AIM OF THE EXERCISE —
Write out each record exactly and skip every image.

··· MATERIAL FOR THIS TASK

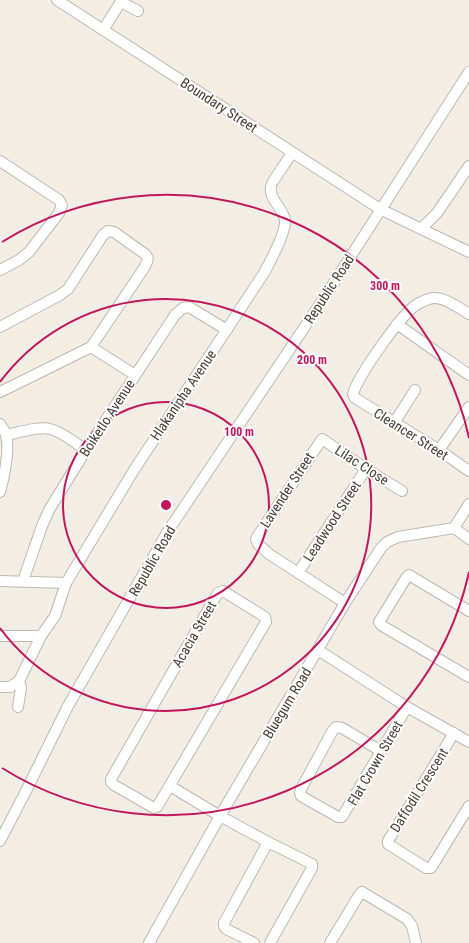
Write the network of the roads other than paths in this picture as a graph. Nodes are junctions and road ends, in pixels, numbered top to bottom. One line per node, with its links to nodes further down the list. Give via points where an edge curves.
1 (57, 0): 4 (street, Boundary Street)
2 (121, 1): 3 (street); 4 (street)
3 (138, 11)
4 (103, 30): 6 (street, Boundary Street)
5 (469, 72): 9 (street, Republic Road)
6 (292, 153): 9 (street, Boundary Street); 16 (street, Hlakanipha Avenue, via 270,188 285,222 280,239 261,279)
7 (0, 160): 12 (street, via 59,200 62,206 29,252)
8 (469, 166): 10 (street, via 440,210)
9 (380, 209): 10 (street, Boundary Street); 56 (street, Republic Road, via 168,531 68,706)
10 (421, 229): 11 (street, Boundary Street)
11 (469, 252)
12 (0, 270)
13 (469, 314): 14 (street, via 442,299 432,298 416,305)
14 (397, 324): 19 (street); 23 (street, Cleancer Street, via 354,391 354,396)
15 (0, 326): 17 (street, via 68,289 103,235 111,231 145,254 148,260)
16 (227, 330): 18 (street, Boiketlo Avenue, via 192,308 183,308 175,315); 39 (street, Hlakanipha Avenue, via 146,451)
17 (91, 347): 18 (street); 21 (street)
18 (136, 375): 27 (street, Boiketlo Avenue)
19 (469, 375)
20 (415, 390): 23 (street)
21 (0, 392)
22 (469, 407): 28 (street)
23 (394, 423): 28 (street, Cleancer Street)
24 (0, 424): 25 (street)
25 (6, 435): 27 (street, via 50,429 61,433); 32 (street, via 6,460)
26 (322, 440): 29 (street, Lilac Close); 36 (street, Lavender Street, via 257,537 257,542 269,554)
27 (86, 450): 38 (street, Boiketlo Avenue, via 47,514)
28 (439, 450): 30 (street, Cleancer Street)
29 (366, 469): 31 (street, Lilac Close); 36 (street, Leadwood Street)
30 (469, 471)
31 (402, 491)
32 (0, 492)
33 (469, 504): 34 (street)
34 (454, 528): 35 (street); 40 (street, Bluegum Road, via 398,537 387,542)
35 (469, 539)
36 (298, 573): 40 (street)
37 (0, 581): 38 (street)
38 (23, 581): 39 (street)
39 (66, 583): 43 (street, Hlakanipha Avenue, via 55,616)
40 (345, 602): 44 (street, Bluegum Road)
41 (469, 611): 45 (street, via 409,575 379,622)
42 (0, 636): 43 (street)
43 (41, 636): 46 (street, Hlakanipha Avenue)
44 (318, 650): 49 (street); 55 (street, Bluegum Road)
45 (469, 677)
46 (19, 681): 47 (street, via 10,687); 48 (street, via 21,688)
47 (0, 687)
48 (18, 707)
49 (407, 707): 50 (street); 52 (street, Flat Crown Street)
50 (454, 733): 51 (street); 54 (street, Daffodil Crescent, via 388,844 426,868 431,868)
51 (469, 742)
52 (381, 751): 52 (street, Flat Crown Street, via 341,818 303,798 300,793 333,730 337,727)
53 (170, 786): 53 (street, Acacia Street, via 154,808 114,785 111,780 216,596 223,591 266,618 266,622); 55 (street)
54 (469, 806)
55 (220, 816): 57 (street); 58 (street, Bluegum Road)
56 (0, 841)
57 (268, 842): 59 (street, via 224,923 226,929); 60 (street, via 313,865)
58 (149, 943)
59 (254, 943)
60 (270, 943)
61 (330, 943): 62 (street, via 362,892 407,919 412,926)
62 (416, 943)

······

REPLY —
Write the network of the roads other than paths in this picture as a graph. Nodes are junctions and road ends, in pixels, numbered top to bottom. One line per node, with its links to nodes further down the list. Give via points where an edge curves.
1 (57, 0): 4 (street, Boundary Street)
2 (121, 1): 3 (street); 4 (street)
3 (138, 11)
4 (103, 30): 6 (street, Boundary Street)
5 (469, 72): 9 (street, Republic Road)
6 (292, 153): 9 (street, Boundary Street); 16 (street, Hlakanipha Avenue, via 270,188 285,222 280,239 261,279)
7 (0, 160): 12 (street, via 59,200 62,206 29,252)
8 (469, 166): 10 (street, via 440,210)
9 (380, 209): 10 (street, Boundary Street); 56 (street, Republic Road, via 168,531 68,706)
10 (421, 229): 11 (street, Boundary Street)
11 (469, 252)
12 (0, 270)
13 (469, 314): 14 (street, via 442,299 432,298 416,305)
14 (397, 324): 19 (street); 23 (street, Cleancer Street, via 354,391 354,396)
15 (0, 326): 17 (street, via 68,289 103,235 111,231 145,254 148,260)
16 (227, 330): 18 (street, Boiketlo Avenue, via 192,308 183,308 175,315); 39 (street, Hlakanipha Avenue, via 146,451)
17 (91, 347): 18 (street); 21 (street)
18 (136, 375): 27 (street, Boiketlo Avenue)
19 (469, 375)
20 (415, 390): 23 (street)
21 (0, 392)
22 (469, 407): 28 (street)
23 (394, 423): 28 (street, Cleancer Street)
24 (0, 424): 25 (street)
25 (6, 435): 27 (street, via 50,429 61,433); 32 (street, via 6,460)
26 (322, 440): 29 (street, Lilac Close); 36 (street, Lavender Street, via 257,537 257,542 269,554)
27 (86, 450): 38 (street, Boiketlo Avenue, via 47,514)
28 (439, 450): 30 (street, Cleancer Street)
29 (366, 469): 31 (street, Lilac Close); 36 (street, Leadwood Street)
30 (469, 471)
31 (402, 491)
32 (0, 492)
33 (469, 504): 34 (street)
34 (454, 528): 35 (street); 40 (street, Bluegum Road, via 398,537 387,542)
35 (469, 539)
36 (298, 573): 40 (street)
37 (0, 581): 38 (street)
38 (23, 581): 39 (street)
39 (66, 583): 43 (street, Hlakanipha Avenue, via 55,616)
40 (345, 602): 44 (street, Bluegum Road)
41 (469, 611): 45 (street, via 409,575 379,622)
42 (0, 636): 43 (street)
43 (41, 636): 46 (street, Hlakanipha Avenue)
44 (318, 650): 49 (street); 55 (street, Bluegum Road)
45 (469, 677)
46 (19, 681): 47 (street, via 10,687); 48 (street, via 21,688)
47 (0, 687)
48 (18, 707)
49 (407, 707): 50 (street); 52 (street, Flat Crown Street)
50 (454, 733): 51 (street); 54 (street, Daffodil Crescent, via 388,844 426,868 431,868)
51 (469, 742)
52 (381, 751): 52 (street, Flat Crown Street, via 341,818 303,798 300,793 333,730 337,727)
53 (170, 786): 53 (street, Acacia Street, via 154,808 114,785 111,780 216,596 223,591 266,618 266,622); 55 (street)
54 (469, 806)
55 (220, 816): 57 (street); 58 (street, Bluegum Road)
56 (0, 841)
57 (268, 842): 59 (street, via 224,923 226,929); 60 (street, via 313,865)
58 (149, 943)
59 (254, 943)
60 (270, 943)
61 (330, 943): 62 (street, via 362,892 407,919 412,926)
62 (416, 943)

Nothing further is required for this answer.